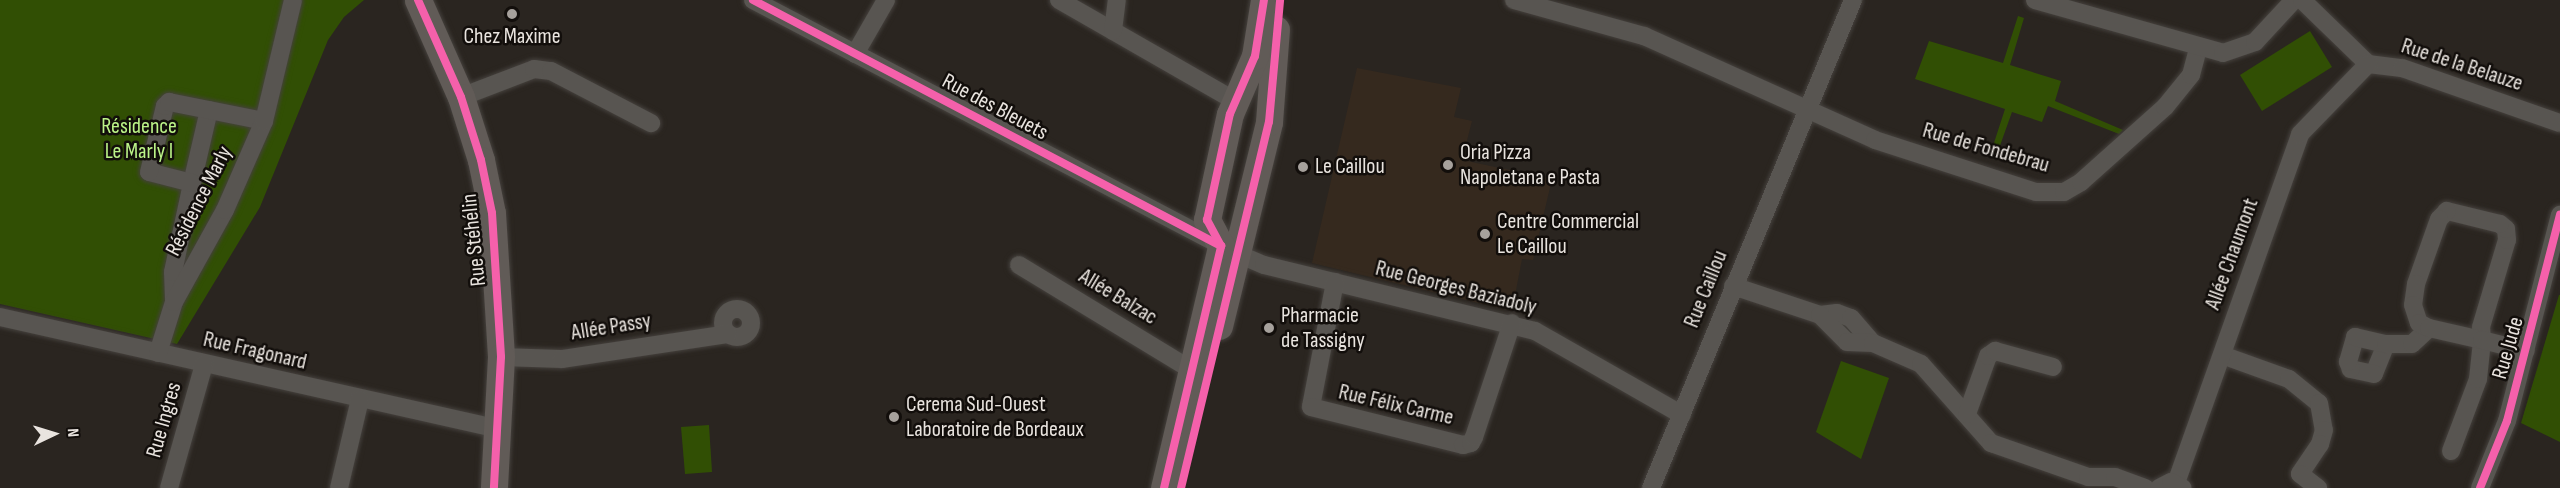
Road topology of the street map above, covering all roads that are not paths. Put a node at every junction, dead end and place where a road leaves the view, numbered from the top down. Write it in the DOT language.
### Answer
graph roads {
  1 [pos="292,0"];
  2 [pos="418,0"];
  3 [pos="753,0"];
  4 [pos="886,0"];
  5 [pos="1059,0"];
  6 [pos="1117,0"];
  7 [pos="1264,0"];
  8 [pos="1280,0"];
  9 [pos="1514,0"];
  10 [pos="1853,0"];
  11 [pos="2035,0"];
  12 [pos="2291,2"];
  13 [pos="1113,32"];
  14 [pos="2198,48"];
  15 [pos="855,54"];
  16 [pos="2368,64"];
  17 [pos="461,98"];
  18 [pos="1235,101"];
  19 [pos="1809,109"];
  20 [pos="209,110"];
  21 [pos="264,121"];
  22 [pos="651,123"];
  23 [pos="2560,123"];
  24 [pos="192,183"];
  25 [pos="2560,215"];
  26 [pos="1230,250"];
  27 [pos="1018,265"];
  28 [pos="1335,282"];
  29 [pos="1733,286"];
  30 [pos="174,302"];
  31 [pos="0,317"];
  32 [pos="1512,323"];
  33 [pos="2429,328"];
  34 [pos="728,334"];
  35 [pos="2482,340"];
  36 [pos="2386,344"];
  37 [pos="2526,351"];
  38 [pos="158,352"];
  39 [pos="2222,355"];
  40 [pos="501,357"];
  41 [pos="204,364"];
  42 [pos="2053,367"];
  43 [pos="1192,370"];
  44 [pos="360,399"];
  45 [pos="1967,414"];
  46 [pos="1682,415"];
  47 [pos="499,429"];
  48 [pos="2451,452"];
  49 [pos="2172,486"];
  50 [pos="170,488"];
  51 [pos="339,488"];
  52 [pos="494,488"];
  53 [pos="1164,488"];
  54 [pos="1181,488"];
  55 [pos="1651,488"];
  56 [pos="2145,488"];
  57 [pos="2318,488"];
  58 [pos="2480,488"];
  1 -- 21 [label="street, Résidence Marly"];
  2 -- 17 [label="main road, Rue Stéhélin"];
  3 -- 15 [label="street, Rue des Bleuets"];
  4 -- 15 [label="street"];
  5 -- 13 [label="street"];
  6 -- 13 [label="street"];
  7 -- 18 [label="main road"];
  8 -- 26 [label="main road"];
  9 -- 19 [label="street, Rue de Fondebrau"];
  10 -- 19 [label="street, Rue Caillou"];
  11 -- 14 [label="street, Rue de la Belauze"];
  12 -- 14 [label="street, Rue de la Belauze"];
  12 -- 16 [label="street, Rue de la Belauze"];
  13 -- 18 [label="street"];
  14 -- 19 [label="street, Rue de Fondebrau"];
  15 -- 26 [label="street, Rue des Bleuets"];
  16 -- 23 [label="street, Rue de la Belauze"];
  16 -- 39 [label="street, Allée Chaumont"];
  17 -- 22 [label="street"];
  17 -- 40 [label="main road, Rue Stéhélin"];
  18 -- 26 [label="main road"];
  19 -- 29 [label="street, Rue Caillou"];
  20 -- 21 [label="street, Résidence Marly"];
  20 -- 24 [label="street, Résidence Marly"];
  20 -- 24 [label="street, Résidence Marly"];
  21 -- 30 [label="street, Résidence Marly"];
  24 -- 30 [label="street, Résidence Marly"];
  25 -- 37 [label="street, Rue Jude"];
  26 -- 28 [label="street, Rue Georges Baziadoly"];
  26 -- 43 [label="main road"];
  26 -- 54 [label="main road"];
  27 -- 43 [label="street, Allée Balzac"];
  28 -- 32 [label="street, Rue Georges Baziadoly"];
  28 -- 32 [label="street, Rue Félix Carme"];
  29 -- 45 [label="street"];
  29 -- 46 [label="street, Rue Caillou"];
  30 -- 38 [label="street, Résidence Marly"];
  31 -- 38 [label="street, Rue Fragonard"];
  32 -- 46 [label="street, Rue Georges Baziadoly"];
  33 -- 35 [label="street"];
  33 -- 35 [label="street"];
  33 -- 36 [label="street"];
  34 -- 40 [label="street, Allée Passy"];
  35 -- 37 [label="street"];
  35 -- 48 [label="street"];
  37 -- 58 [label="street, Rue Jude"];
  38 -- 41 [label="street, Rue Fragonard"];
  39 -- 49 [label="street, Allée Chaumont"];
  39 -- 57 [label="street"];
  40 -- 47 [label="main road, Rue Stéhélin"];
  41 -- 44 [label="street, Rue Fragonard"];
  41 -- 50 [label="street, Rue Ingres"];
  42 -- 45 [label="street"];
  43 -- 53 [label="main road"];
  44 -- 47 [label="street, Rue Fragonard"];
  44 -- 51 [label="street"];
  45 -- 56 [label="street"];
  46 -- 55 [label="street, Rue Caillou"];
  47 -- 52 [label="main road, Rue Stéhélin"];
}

==

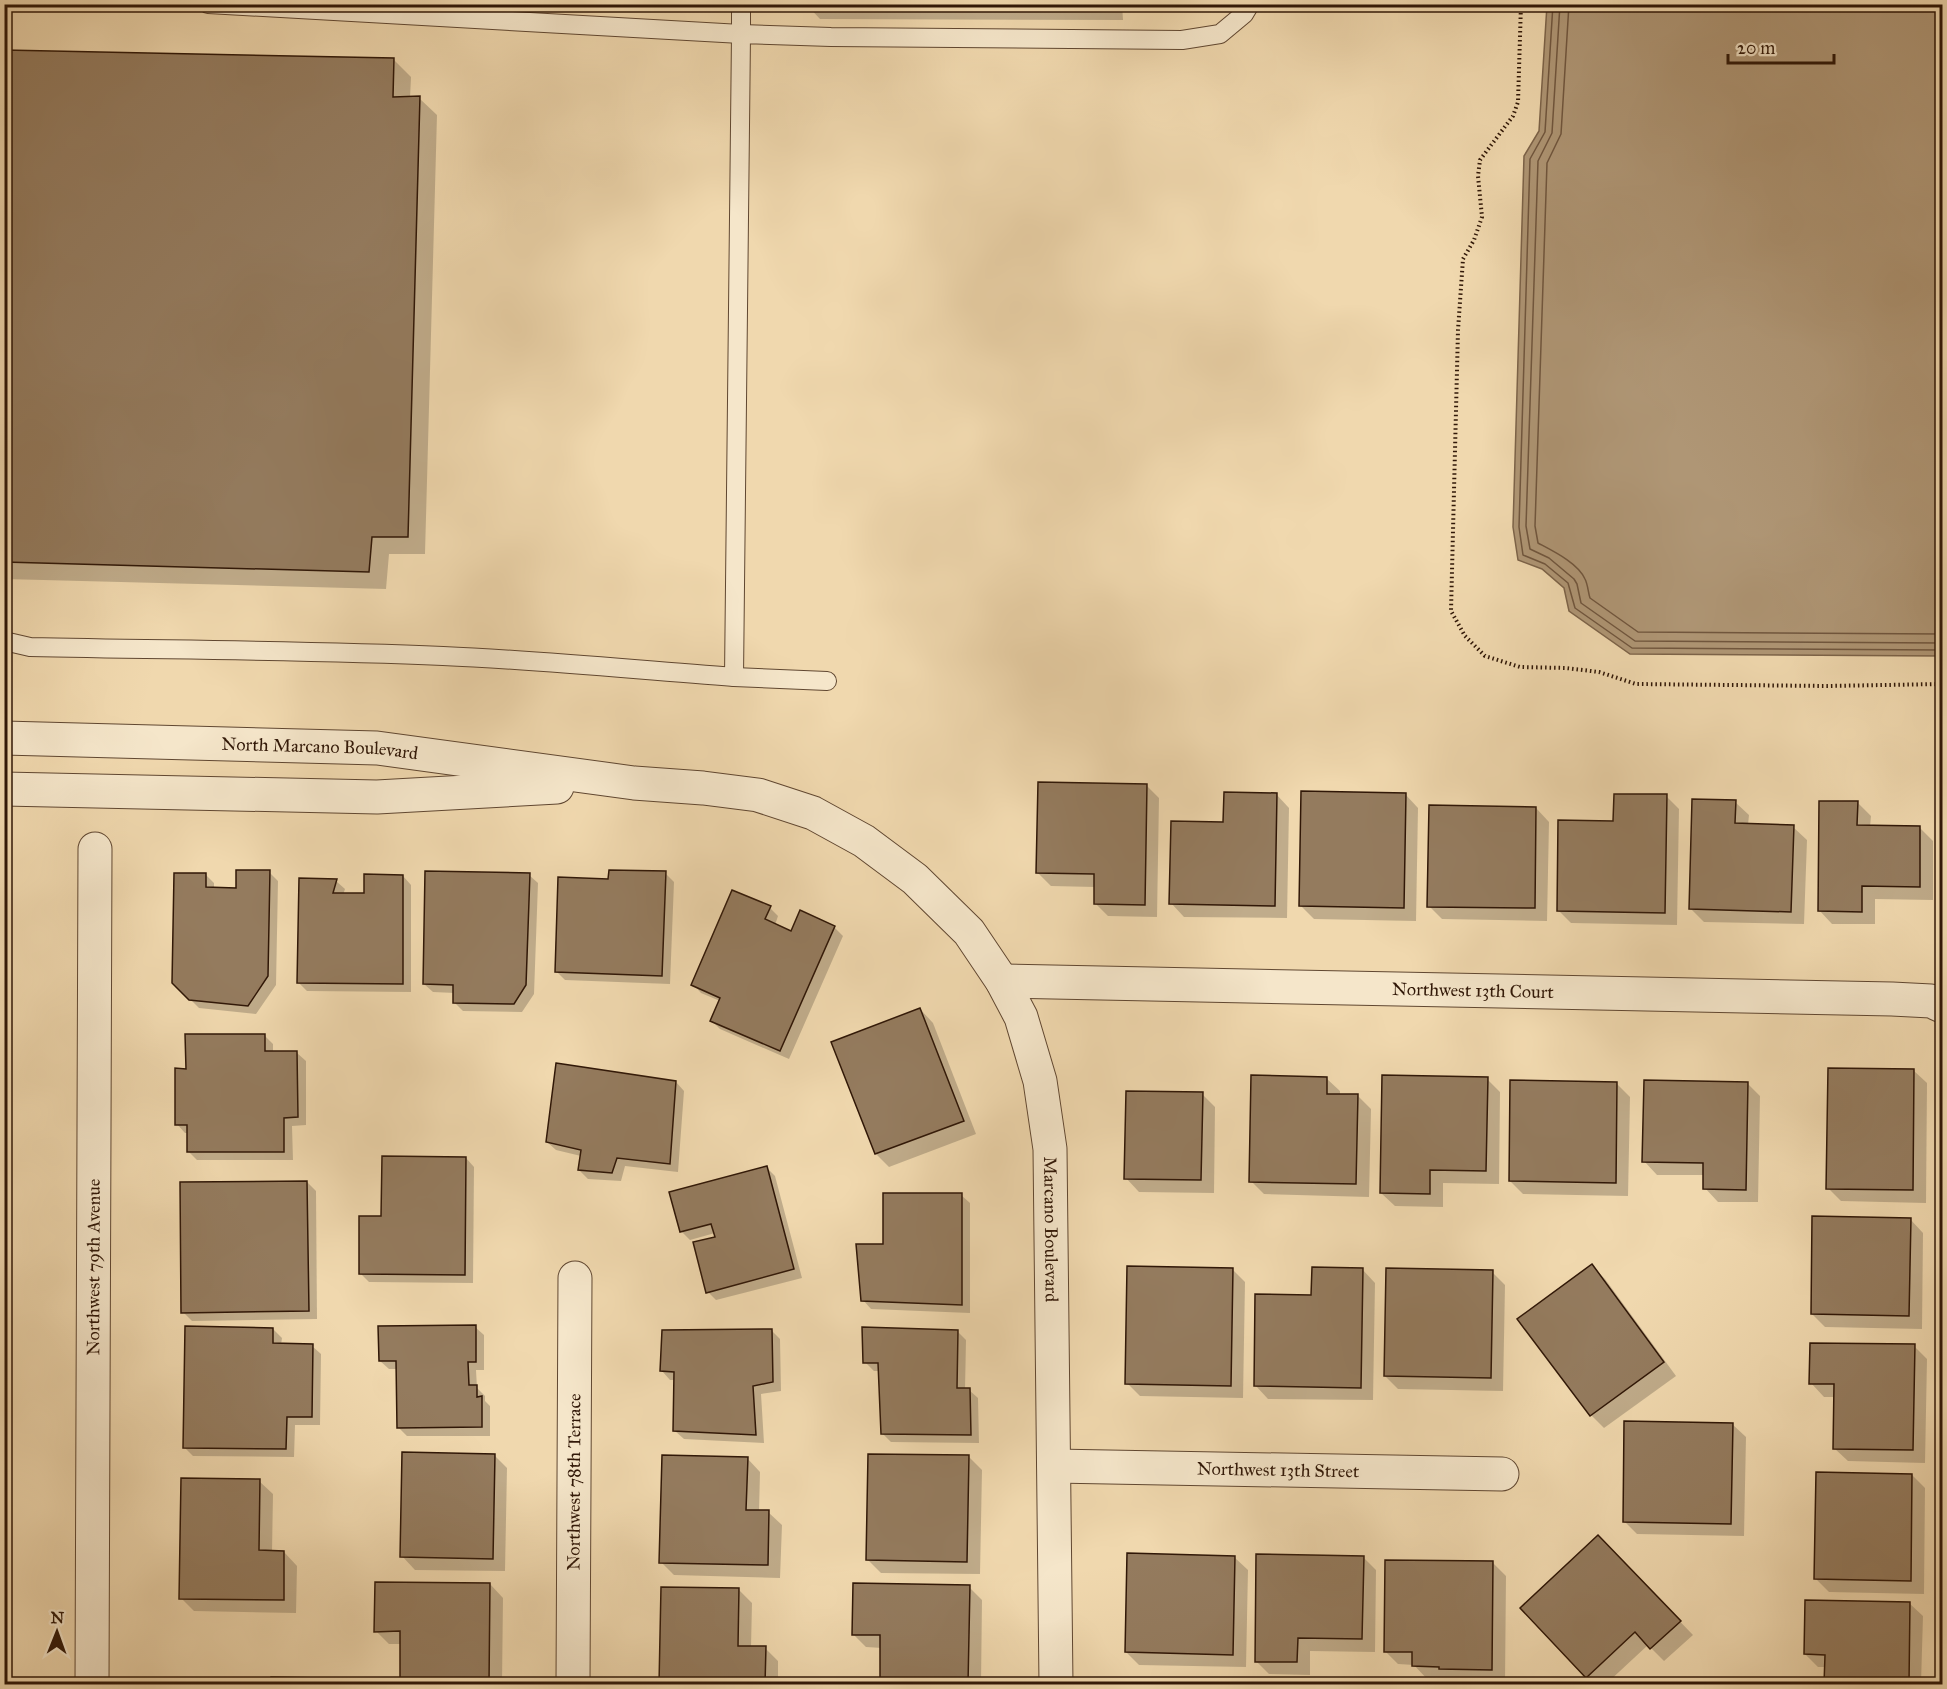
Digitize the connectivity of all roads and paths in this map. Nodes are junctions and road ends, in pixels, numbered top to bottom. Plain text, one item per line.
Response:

• **What to work on**
Check each line above for the word "numbered" and copy the ones that have it.

• **Answer to the exercise**
Road topology of the street map above, covering all roads that are not paths. Put a node at every junction, dead end and place where a road leaves the view, numbered from the top down. Write it in the DOT language.
Digitize the connectivity of all roads and paths in this map. Nodes are junctions and road ends, in pixels, numbered top to bottom. Plain text, one item per line.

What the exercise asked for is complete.